CI security architecture

KiCI implements a 3-tier trust model for CI/CD pipeline security. Every PR-triggered run evaluates the contributor’s trust level and gates execution accordingly — unknown contributors are held for approval, known contributors use the base branch lock file, and trusted contributors get full access with head lock file execution.

Trust tiers

Tier	Lock file source	Secrets access	Execution
trusted	PR head	Full (all environments)	Auto-run
known	Base branch	Restricted (env-gated)	Auto-run
unknown	Base branch	Denied (unless approved)	Held

Tier definitions

Trusted — org members with an identity link, ci_trust:write or higher RBAC permission, AND write/admin access to the repository via the provider API. These contributors can modify workflows and have their changes take effect immediately.

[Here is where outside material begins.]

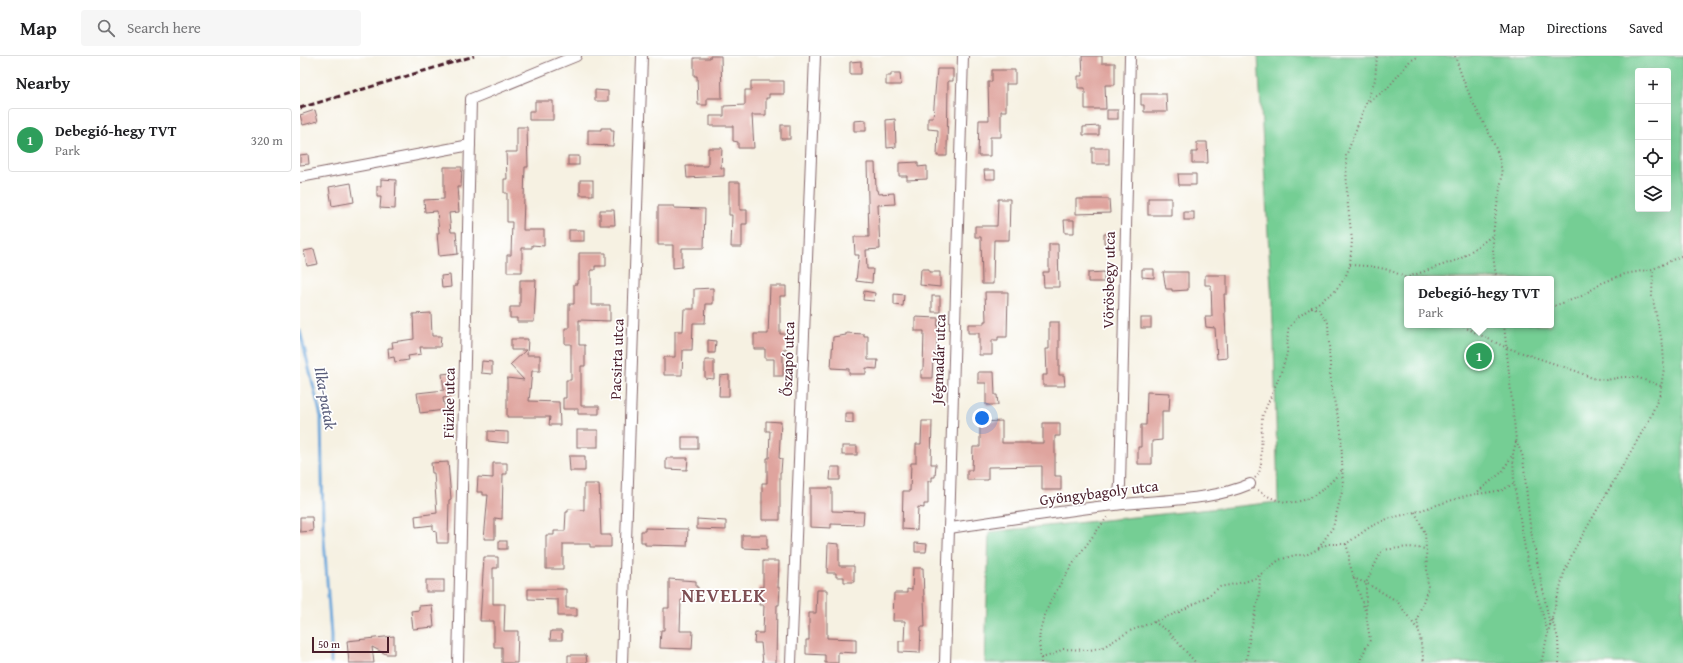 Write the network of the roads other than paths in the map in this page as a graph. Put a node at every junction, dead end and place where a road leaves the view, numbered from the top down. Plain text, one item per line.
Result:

Known — org members with an identity link but lower ci_trust level, or contributors without an identity link who have read access or higher via the provider API. Workflow modifications by known contributors are held for approval.

Unknown — first-time contributors, fork PRs, contributors with no provider access and no identity link. All execution is held for security approval.

Trust resolution flow

The TrustResolver combines three signals to determine the trust tier:

Webhook event (sender username + sender numeric id)
    |
    v
1. Fork PR check -----> Fork? -----> unknown (always)
    |
    v
2. Identity link lookup -- STRICT match by (provider, providerUserId)
    |
    +-- event has no sender.id --> refused, treated as no link
    +-- link's providerUserId is NULL --> refused, treated as no link
    +-- ids do not match --> refused, treated as no link (impersonation guard)
    +-- No link --> 3a. Provider API fallback
    |                   |
    |                   +-- read+ access --> known
    |                   +-- no access -----> unknown
    |
    +-- Has link --> 3b. Combine ci_trust RBAC + provider permission
                        |
                        +-- provider write+ AND ci_trust write+ --> trusted
                        +-- provider write+ AND ci_trust none/read --> known
                        +-- provider read --> known
                        +-- provider none --> unknown

Why match on the numeric id, not the username

Provider usernames (GitHub login, GitLab username) are mutable. A user can rename, and after a hold period, the freed username is available for someone else to register. Trust granted to user X under their old login would otherwise transfer to whoever owns the login next. The strict numeric-id match closes this hole: the immutable IDP-side numeric id (sender.id on GitHub, user_id on GitLab) is the only field consulted for the identity-link match.

Identity-link freshness

The strict numeric-id policy depends on the identity link’s stored provider_user_id being filled and current. KiCI keeps it that way via three independent reconciliation paths (push from the OIDC issuer, on-demand sync at dashboard read, periodic reconcile job).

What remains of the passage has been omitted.